Birmingham has a much higher than average number of asthma sufferers. This condition has been traced to the high levels of soot pollution that are allowed to exist in Birmingham.
The majority of people that suffer from asthma use inhaled glucocorticoids to relieve the breathlessness that occurs randomly with this disease.
New research published online ahead of print publication in the American Thoracic Society's American Journal of Respiratory and Critical Care Medicine have determined that the use of inhaled glucocorticoids by women that are pregnant can have an adverse affect on their child’s chances of developing endocrine and metabolic disorders.
The research was based on an examination of 65,085 mother-child pairs from the Danish National Birth Cohort.
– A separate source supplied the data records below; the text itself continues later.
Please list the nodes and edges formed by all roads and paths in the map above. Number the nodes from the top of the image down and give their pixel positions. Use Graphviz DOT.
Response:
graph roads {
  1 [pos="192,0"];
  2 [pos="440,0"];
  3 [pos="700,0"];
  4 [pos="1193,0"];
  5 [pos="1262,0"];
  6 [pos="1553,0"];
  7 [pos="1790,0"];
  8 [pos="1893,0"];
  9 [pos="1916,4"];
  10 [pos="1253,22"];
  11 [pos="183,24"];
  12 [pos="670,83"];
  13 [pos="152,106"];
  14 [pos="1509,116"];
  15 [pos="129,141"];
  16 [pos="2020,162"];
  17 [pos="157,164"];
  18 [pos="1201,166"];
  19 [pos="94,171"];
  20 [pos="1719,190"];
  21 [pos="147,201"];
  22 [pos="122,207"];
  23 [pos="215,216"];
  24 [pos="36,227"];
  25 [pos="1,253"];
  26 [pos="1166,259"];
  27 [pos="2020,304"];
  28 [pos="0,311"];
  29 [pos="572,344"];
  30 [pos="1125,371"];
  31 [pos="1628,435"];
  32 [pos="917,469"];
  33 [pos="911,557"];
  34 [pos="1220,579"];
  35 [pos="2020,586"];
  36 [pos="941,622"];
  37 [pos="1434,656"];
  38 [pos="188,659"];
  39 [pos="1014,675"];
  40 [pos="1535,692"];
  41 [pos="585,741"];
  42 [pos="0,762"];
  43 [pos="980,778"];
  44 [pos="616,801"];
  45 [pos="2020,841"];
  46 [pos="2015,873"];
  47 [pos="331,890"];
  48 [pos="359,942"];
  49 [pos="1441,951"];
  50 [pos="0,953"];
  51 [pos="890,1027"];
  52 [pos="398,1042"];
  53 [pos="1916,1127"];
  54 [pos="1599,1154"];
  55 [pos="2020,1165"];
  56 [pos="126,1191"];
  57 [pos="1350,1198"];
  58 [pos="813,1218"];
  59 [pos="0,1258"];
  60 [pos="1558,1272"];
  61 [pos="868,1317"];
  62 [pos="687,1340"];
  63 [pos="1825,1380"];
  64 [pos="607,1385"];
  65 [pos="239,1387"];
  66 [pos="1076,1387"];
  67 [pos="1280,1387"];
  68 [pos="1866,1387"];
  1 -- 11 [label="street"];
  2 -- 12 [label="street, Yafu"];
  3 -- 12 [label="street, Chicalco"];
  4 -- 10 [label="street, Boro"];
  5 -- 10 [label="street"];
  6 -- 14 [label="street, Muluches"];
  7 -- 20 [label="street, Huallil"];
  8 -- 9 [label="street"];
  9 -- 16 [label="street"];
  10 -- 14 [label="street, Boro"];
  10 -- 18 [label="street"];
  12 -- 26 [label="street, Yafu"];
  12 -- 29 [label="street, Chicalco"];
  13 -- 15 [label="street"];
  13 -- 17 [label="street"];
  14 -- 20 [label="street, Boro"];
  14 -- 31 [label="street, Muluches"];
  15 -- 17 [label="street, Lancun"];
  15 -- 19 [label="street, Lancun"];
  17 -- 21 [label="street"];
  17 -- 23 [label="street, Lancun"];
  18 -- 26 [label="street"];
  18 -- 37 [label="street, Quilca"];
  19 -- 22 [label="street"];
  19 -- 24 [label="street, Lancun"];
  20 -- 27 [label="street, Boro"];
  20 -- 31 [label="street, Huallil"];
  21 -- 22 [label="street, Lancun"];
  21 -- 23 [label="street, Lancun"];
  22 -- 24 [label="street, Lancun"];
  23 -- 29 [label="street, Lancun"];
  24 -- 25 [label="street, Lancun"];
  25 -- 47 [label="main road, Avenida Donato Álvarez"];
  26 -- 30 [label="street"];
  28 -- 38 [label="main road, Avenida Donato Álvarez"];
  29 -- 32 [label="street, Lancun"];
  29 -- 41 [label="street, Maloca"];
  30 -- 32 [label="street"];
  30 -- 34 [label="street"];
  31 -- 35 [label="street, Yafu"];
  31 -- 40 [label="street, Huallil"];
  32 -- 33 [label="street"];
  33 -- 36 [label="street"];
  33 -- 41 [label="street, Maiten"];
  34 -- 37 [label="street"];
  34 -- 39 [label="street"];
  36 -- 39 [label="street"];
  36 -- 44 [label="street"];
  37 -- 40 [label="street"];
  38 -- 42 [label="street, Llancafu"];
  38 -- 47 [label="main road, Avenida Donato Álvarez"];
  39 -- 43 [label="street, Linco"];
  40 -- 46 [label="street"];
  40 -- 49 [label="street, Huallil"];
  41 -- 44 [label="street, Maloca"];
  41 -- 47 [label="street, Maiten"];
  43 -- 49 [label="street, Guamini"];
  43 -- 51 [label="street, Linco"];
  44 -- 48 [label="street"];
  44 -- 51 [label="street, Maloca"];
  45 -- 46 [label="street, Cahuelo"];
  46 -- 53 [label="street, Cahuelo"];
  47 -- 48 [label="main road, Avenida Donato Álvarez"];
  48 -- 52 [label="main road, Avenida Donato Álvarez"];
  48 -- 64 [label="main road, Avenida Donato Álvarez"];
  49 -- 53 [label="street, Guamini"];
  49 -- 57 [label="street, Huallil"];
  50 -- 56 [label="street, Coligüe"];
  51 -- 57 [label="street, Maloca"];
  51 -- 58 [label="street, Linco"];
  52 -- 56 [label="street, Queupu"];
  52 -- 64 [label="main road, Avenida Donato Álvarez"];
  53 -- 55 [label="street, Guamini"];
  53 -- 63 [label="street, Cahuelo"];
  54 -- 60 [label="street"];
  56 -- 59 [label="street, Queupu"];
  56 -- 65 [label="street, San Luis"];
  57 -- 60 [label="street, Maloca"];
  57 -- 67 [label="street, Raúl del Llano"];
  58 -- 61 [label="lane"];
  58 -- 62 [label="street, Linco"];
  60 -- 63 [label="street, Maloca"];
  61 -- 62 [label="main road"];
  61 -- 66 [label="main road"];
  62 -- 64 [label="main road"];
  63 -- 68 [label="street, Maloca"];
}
The chances are that almost 80 percent of children whose mothers used an inhaled glucocorticoid to treat asthma will develop some type of endocrine and metabolic disorder by age 6.
The effect of the disorder rate is dependent on the frequency of use of the inhaled glucocorticoids.
There are options to inhaled glucocorticoids for the treatment of asthma symptoms that have not been shown to produce adverse affects on a child's health.
This is the first study to examine the relationship between asthma drugs and the health of children whose mothers used the drugs while pregnant.
Marion Tegethoff, Ph.D., associate faculty member in clinical psychology and psychiatry at the University of Basel, Switzerland and Gunther Meinlschmidt, Ph.D., associate faculty member in clinical psychology and epidemiology at the University of Basel, Switzerland were responsible for the analysis that was reported at the Eureka Alert web site on December 16, 2011.